Howard students and area residents experienced a shock when Jamal Coates, an area high school senior, was shot and killed in September on U Street, just blocks away from the Howard University campus, after leaving the funeral of a friend.

Students recently experienced another shock when a string of armed robberies struck at homes occupied by students, within a few blocks of the university’s main campus.

Because of the recent incidents that have taken place close to Howard’s campus, students have been questioning their safety at  universities in the Washington area.

Howard’s campus is no stranger to crime, the most common being theft, according to a Howard University Police Department official. Last year, 27 on-campus robberies were reported. This, plus the recent incidents that have taken place near Howard’s campus,  leave students questioning their safety on campus and in the surrounding area.

Other area universities have reported issues with crime as well.

The George Washington University Daily Crime Log shows that at least 45 robberies were reported to  the University Police Department since January, with the majority of the incidents involving purse snatches or pick pocketing.

To combat crime at Howard, HUPD has taken steps to help keep students safe while on campus and in the surrounding neighborhood.

The HUPD introduced the Emergency Alert system to notify students of crime via text message.

Campus Escorts is another option for students for students who want to avoid walking across campus alone at night. A student can call the number for Campus Escorts and a van will arrive to pick them up and drop them off at their desired location.

The HUPD also installed blue light systems that are supposed to serve as a direct line to the HUPD at various on-campus locations. When the button is pressed on a blue light, the HUPD is supposed to be alerted. Other schools have implemented this same system as well.

Though the blue light system’s purpose is to arouse a quick response to the HUPD, some Howard students feel that the system is a good idea, but has its flaws.

Freshman Gabrielle Garcia said that because people unnecessarily press the button, the system becomes less effective.

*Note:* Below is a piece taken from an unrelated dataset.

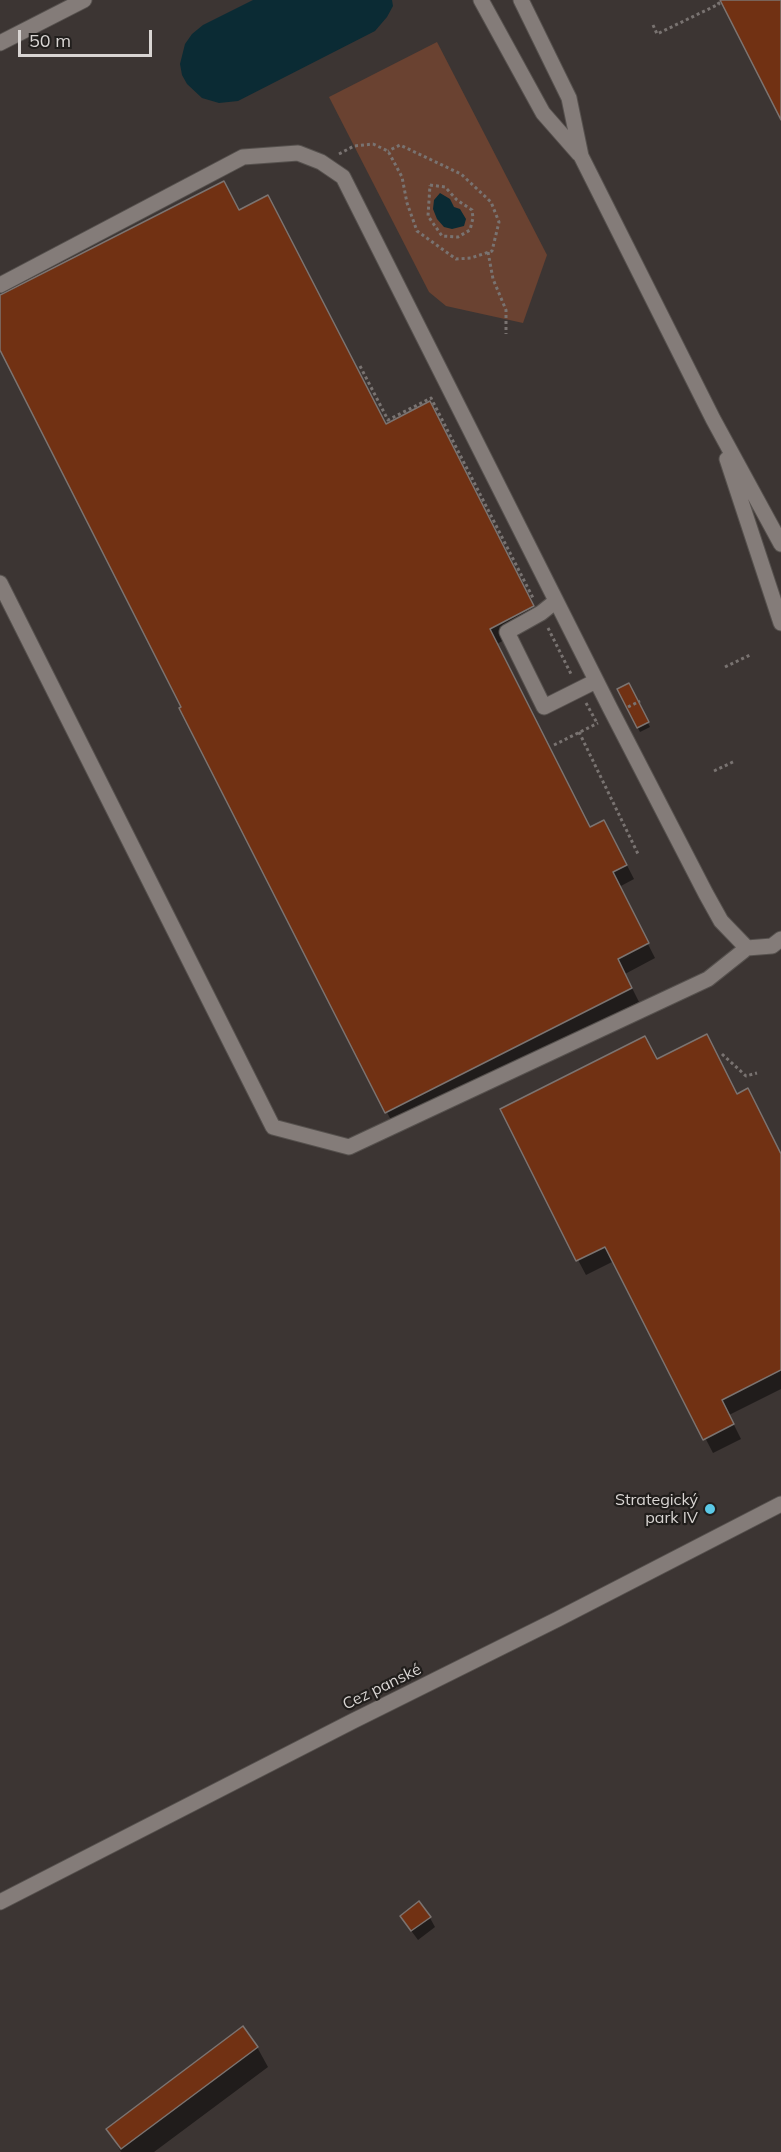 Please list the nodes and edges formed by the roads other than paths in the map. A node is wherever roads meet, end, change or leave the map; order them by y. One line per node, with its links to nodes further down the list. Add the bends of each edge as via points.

“The emergency buttons are great, and they’re very helpful, but I feel that people aren’t as mature as they should be,” Garcia said. “It’s like basically like the story of when the [boy] cried wolf. You cry wolf so many times and they come. And then when somebody needs it, they don’t come.”

Despite the levels of reported crime at George Washington University and Howard University, not all area schools are experiencing this issue.

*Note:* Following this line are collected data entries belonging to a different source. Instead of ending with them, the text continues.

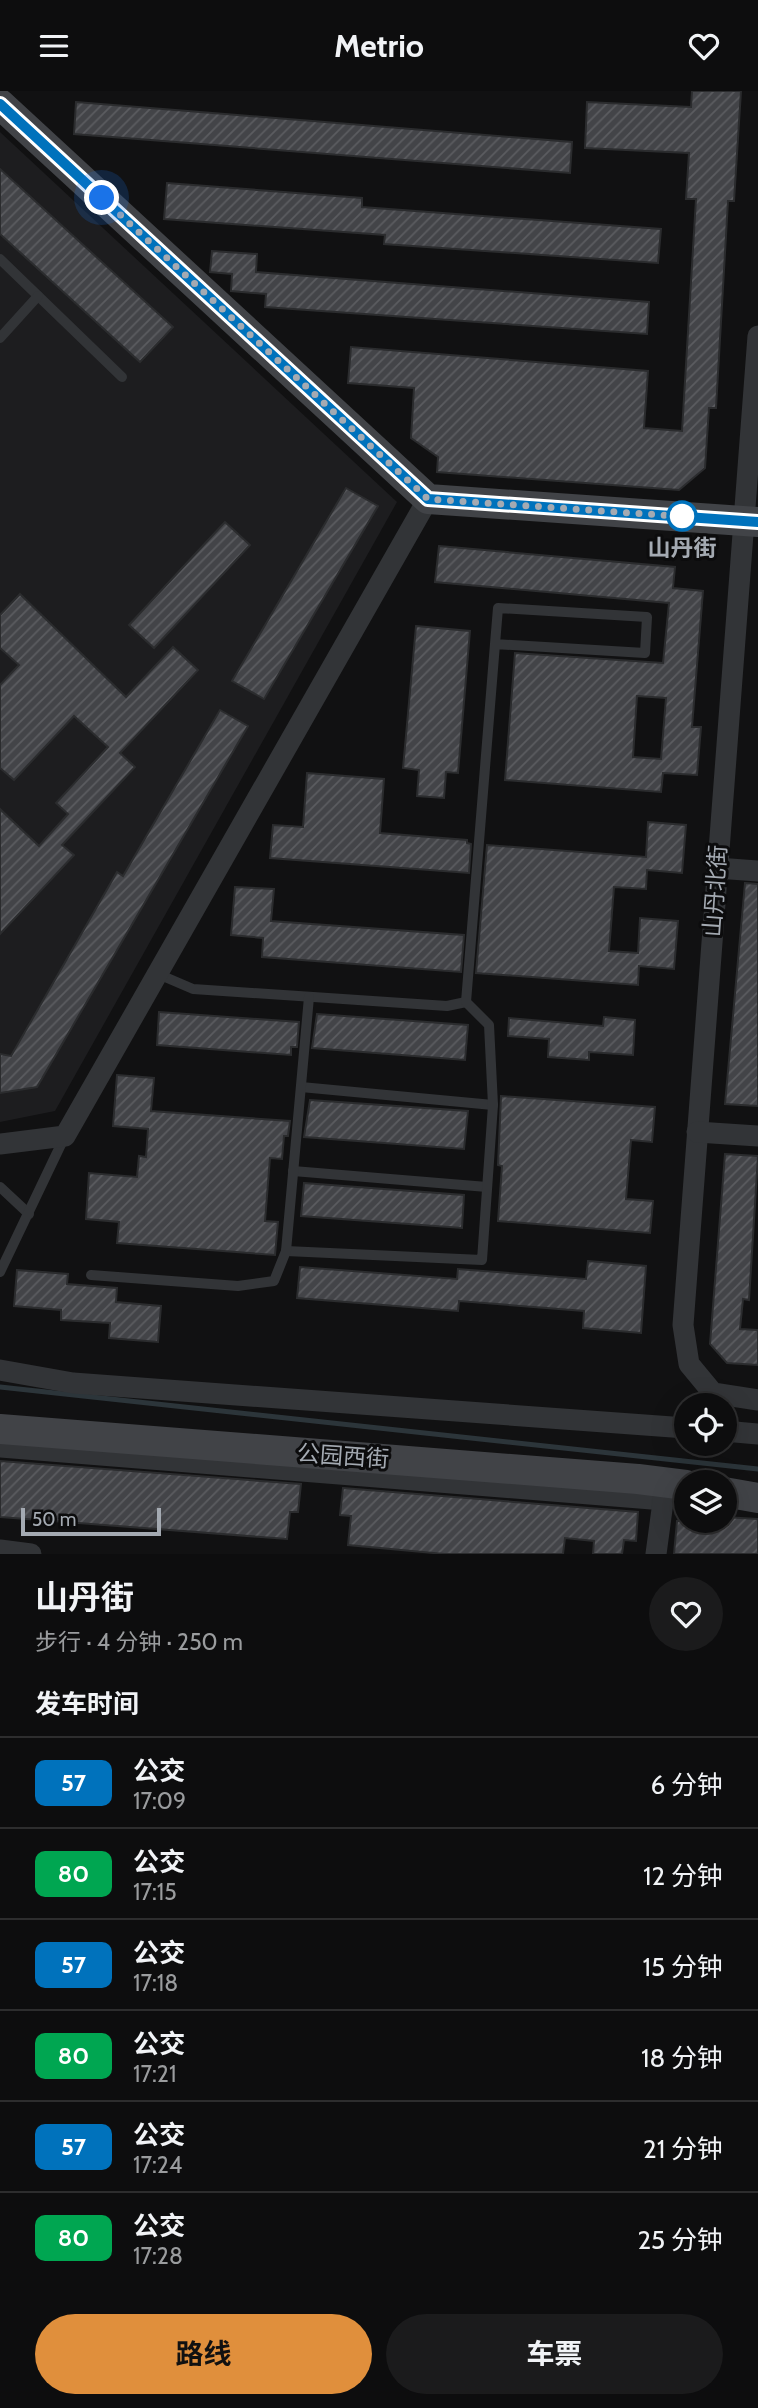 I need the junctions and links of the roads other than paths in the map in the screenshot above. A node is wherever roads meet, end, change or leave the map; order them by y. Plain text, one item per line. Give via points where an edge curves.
1 (0, 104) edge
2 (0, 259) edge
3 (38, 296) junction
4 (758, 336) edge
5 (0, 338) edge
6 (122, 377) dead end
7 (428, 499) junction
8 (750, 521) edge
9 (495, 644) junction
10 (717, 868) junction
11 (758, 871) edge
12 (158, 974) junction
13 (309, 997) junction
14 (466, 1002) junction
15 (301, 1087) junction
16 (493, 1105) junction
17 (697, 1132) junction
18 (65, 1136) junction
19 (758, 1136) edge
20 (0, 1144) edge
21 (293, 1171) junction
22 (0, 1187) edge
23 (487, 1188) junction
24 (29, 1214) junction
25 (286, 1251) junction
26 (0, 1272) edge
27 (91, 1275) dead end
28 (0, 1370) edge
29 (758, 1400) edge
30 (674, 1427) edge
31 (0, 1429) edge
32 (737, 1432) edge
33 (758, 1434) edge
34 (0, 1447) edge
35 (672, 1489) edge
36 (737, 1494) edge
37 (758, 1498) edge
38 (0, 1550) edge
39 (31, 1554) edge
40 (656, 1554) edge

1 - 7 street
2 - 3 lane
3 - 5 lane
3 - 6 lane
4 - 8 street, 山丹北街
7 - 8 street
7 - 12 street
8 - 10 street, 山丹北街
9 - 9 lane via 498,608 647,617 645,653
9 - 14 lane
10 - 11 street
10 - 17 street, 山丹北街
12 - 13 lane via 193,989
12 - 18 street
13 - 14 lane via 447,1006
13 - 15 lane
14 - 16 lane via 489,1025
15 - 16 lane
15 - 21 lane
16 - 23 lane
17 - 19 street
17 - 29 street, 山丹北街 via 683,1325 689,1364 713,1393
18 - 20 street
18 - 24 lane
21 - 23 lane
21 - 25 lane
22 - 24 lane
23 - 25 lane via 482,1260
24 - 26 lane
25 - 27 lane via 274,1281 238,1286
28 - 30 street via 73,1383
31 - 35 street, 公园西街
32 - 33 street
34 - 35 street
35 - 40 street
36 - 37 street
38 - 39 street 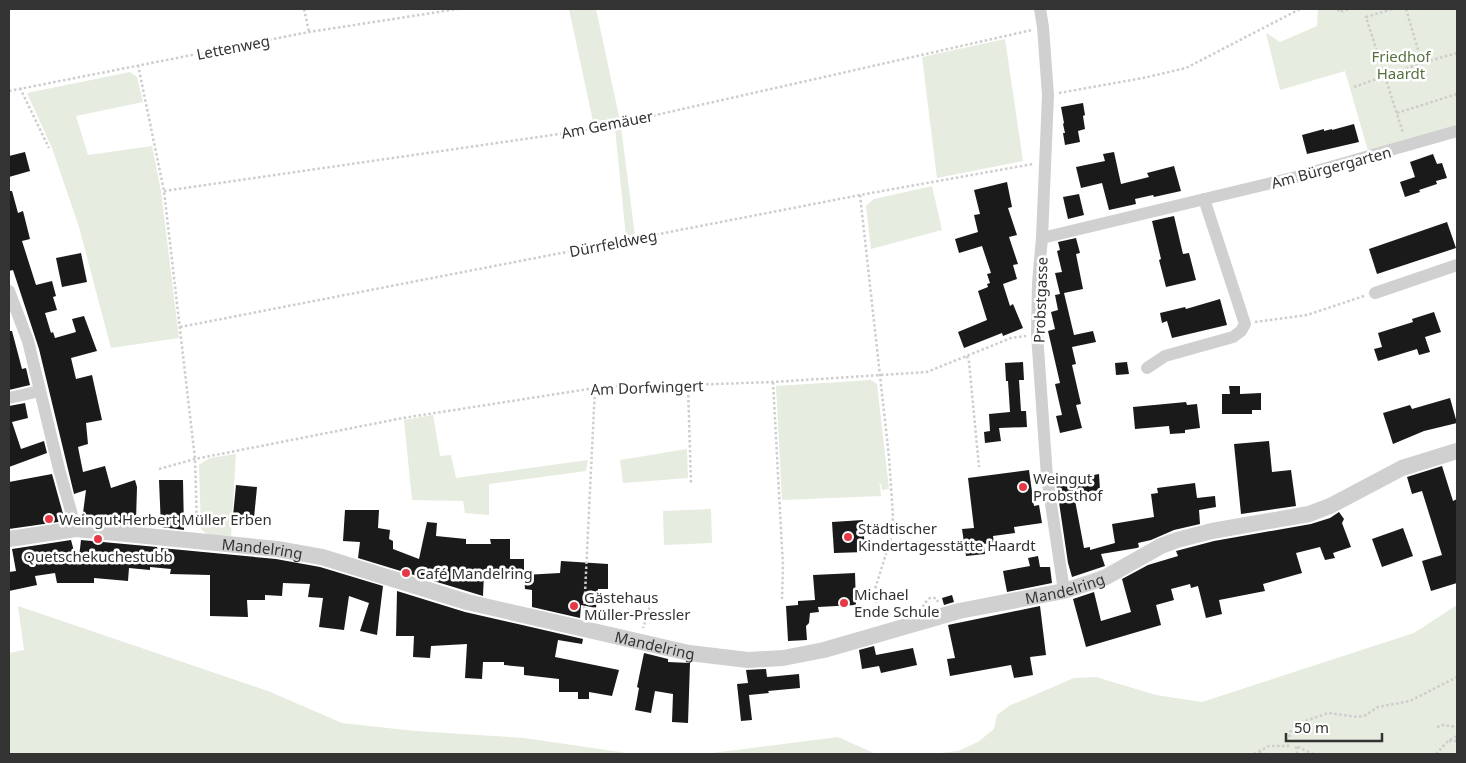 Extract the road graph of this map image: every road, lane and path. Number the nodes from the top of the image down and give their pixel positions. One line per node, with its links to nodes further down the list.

George Mason University, located in Fairfax County, had no reported robberies last year, according to the George Mason University Police Department Annual Security Report.

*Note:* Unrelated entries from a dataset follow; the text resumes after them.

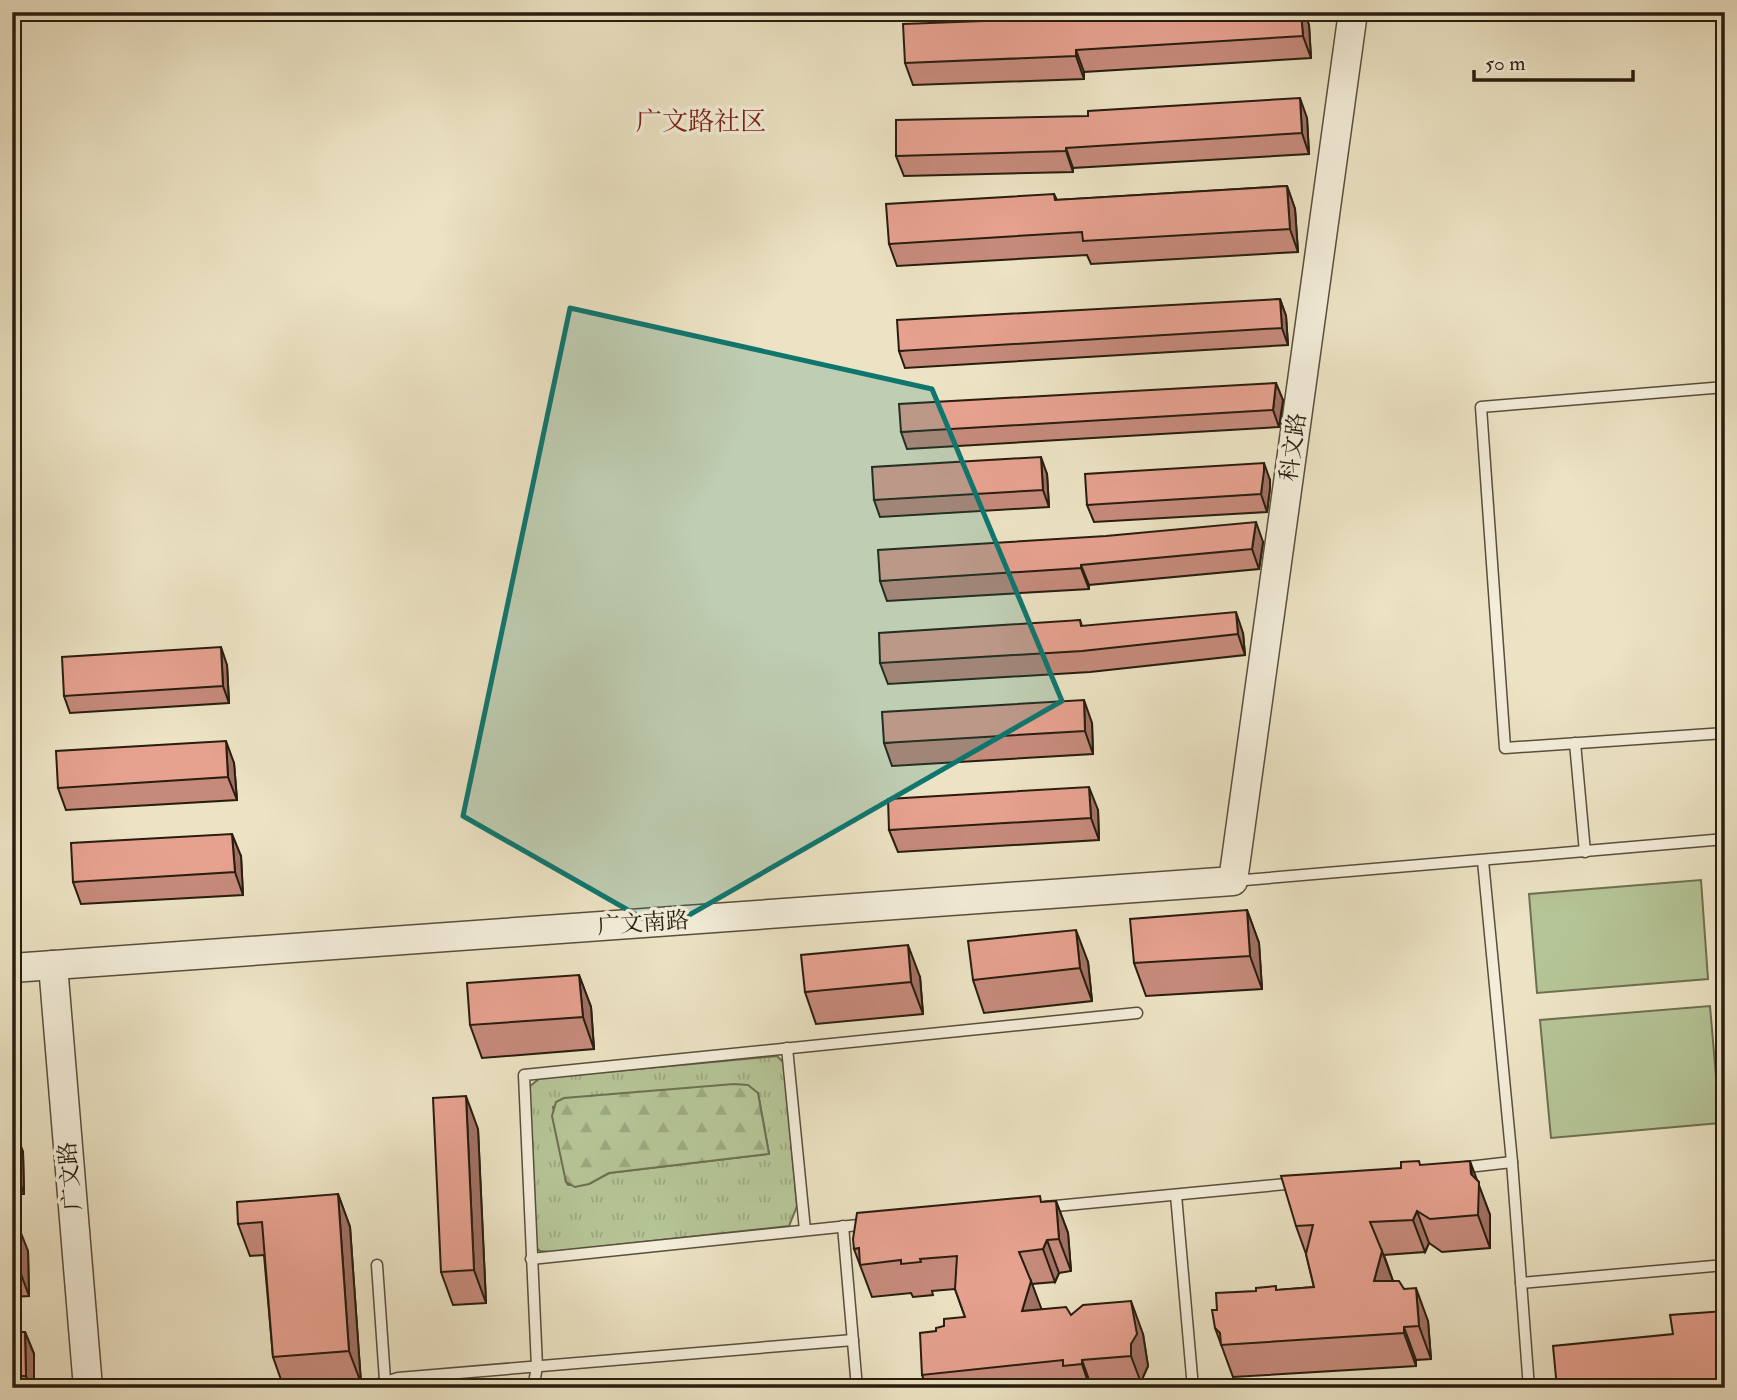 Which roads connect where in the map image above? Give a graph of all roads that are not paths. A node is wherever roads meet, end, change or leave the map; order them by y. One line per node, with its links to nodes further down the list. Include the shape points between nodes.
1 (1353, 12): 8 (street, 科文路)
2 (1725, 387): 4 (lane, via 1481,407 1505,748)
3 (1725, 733): 4 (lane)
4 (1575, 743): 6 (lane)
5 (1725, 839): 6 (lane)
6 (1585, 852): 7 (lane)
7 (1483, 861): 8 (lane); 14 (lane)
8 (1233, 881): 9 (street, 广文南路)
9 (53, 965): 10 (street, 广文南路); 11 (street, 广文南路); 29 (street, 广文路)
10 (12, 968)
11 (12, 984)
12 (1137, 1013): 13 (lane)
13 (787, 1048): 21 (lane); 22 (lane, via 524,1075)
14 (1512, 1163): 15 (lane); 25 (lane)
15 (1445, 1169)
16 (1310, 1182): 17 (lane)
17 (1176, 1195): 18 (lane); 33 (lane)
18 (1037, 1208)
19 (885, 1222): 20 (lane)
20 (844, 1226): 21 (lane); 26 (lane)
21 (805, 1230): 22 (lane)
22 (531, 1259): 27 (lane)
23 (377, 1265): 28 (lane)
24 (1725, 1265): 25 (lane)
25 (1521, 1283): 34 (lane)
26 (853, 1340): 27 (lane); 32 (lane)
27 (537, 1367): 28 (lane); 31 (lane)
28 (385, 1380): 30 (lane)
29 (88, 1388)
30 (367, 1388)
31 (533, 1388)
32 (857, 1388)
33 (1193, 1388)
34 (1529, 1388)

Kenneth Suarez, a freshman computer science major at George Mason University, says that he generally feels safe because, to his knowledge, no big incidents have occurred on his campus.

“I’ve never experienced [campus crime] firsthand,” Suarez said. “I can walk around with a $3,000 laptop at 3 a.m. and not have to worry about it.”

Howard sophomore Christina Howard, however, says she would rather play it safe and travel in groups when moving across campus “As long as I’m with a crowd of people I guess I feel better,” Howard said. “But no matter where you are, you’re always supposed to watch your back.”